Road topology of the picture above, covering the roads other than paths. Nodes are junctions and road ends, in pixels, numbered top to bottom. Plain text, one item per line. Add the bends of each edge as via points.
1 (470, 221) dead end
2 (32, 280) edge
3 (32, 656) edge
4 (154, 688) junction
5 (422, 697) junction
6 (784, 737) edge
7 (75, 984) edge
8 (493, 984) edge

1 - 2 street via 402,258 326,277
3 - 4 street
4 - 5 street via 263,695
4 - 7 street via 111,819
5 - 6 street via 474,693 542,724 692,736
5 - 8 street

###

## Activity
Without altering a single word, transcribe the entries above.

## Answer for the task
Road topology of the picture above, covering the roads other than paths. Nodes are junctions and road ends, in pixels, numbered top to bottom. Plain text, one item per line. Add the bends of each edge as via points.
1 (470, 221) dead end
2 (32, 280) edge
3 (32, 656) edge
4 (154, 688) junction
5 (422, 697) junction
6 (784, 737) edge
7 (75, 984) edge
8 (493, 984) edge

1 - 2 street via 402,258 326,277
3 - 4 street
4 - 5 street via 263,695
4 - 7 street via 111,819
5 - 6 street via 474,693 542,724 692,736
5 - 8 street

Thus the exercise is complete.